[Provided records Boundary: Start]

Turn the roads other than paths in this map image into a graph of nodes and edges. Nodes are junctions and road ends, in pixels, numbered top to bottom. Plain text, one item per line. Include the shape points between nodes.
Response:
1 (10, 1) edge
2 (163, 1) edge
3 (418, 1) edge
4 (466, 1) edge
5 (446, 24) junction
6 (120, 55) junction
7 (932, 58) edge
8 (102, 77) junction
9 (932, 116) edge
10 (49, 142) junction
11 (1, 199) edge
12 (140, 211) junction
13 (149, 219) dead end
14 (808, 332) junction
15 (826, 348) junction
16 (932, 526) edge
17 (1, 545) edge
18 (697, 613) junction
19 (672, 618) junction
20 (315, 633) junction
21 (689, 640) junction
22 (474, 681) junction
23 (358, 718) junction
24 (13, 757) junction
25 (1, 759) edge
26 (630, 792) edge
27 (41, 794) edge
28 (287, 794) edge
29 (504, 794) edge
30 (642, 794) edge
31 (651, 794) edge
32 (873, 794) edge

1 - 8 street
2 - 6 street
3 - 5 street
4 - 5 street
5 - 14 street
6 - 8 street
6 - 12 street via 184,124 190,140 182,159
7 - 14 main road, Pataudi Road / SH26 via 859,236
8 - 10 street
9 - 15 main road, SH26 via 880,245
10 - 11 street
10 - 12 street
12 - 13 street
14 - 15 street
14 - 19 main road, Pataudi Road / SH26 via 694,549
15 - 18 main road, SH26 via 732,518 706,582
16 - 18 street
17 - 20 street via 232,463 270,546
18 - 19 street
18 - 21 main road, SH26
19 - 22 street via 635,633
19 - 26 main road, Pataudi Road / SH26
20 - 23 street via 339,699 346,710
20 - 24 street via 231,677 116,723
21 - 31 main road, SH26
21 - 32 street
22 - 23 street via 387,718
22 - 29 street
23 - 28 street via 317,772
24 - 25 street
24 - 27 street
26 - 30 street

[Provided records Boundary: End]

--- Your instructions ---
For each record above, output it exactly as written.

--- Finished task ---
Turn the roads other than paths in this map image into a graph of nodes and edges. Nodes are junctions and road ends, in pixels, numbered top to bottom. Plain text, one item per line. Include the shape points between nodes.
Response:
1 (10, 1) edge
2 (163, 1) edge
3 (418, 1) edge
4 (466, 1) edge
5 (446, 24) junction
6 (120, 55) junction
7 (932, 58) edge
8 (102, 77) junction
9 (932, 116) edge
10 (49, 142) junction
11 (1, 199) edge
12 (140, 211) junction
13 (149, 219) dead end
14 (808, 332) junction
15 (826, 348) junction
16 (932, 526) edge
17 (1, 545) edge
18 (697, 613) junction
19 (672, 618) junction
20 (315, 633) junction
21 (689, 640) junction
22 (474, 681) junction
23 (358, 718) junction
24 (13, 757) junction
25 (1, 759) edge
26 (630, 792) edge
27 (41, 794) edge
28 (287, 794) edge
29 (504, 794) edge
30 (642, 794) edge
31 (651, 794) edge
32 (873, 794) edge

1 - 8 street
2 - 6 street
3 - 5 street
4 - 5 street
5 - 14 street
6 - 8 street
6 - 12 street via 184,124 190,140 182,159
7 - 14 main road, Pataudi Road / SH26 via 859,236
8 - 10 street
9 - 15 main road, SH26 via 880,245
10 - 11 street
10 - 12 street
12 - 13 street
14 - 15 street
14 - 19 main road, Pataudi Road / SH26 via 694,549
15 - 18 main road, SH26 via 732,518 706,582
16 - 18 street
17 - 20 street via 232,463 270,546
18 - 19 street
18 - 21 main road, SH26
19 - 22 street via 635,633
19 - 26 main road, Pataudi Road / SH26
20 - 23 street via 339,699 346,710
20 - 24 street via 231,677 116,723
21 - 31 main road, SH26
21 - 32 street
22 - 23 street via 387,718
22 - 29 street
23 - 28 street via 317,772
24 - 25 street
24 - 27 street
26 - 30 street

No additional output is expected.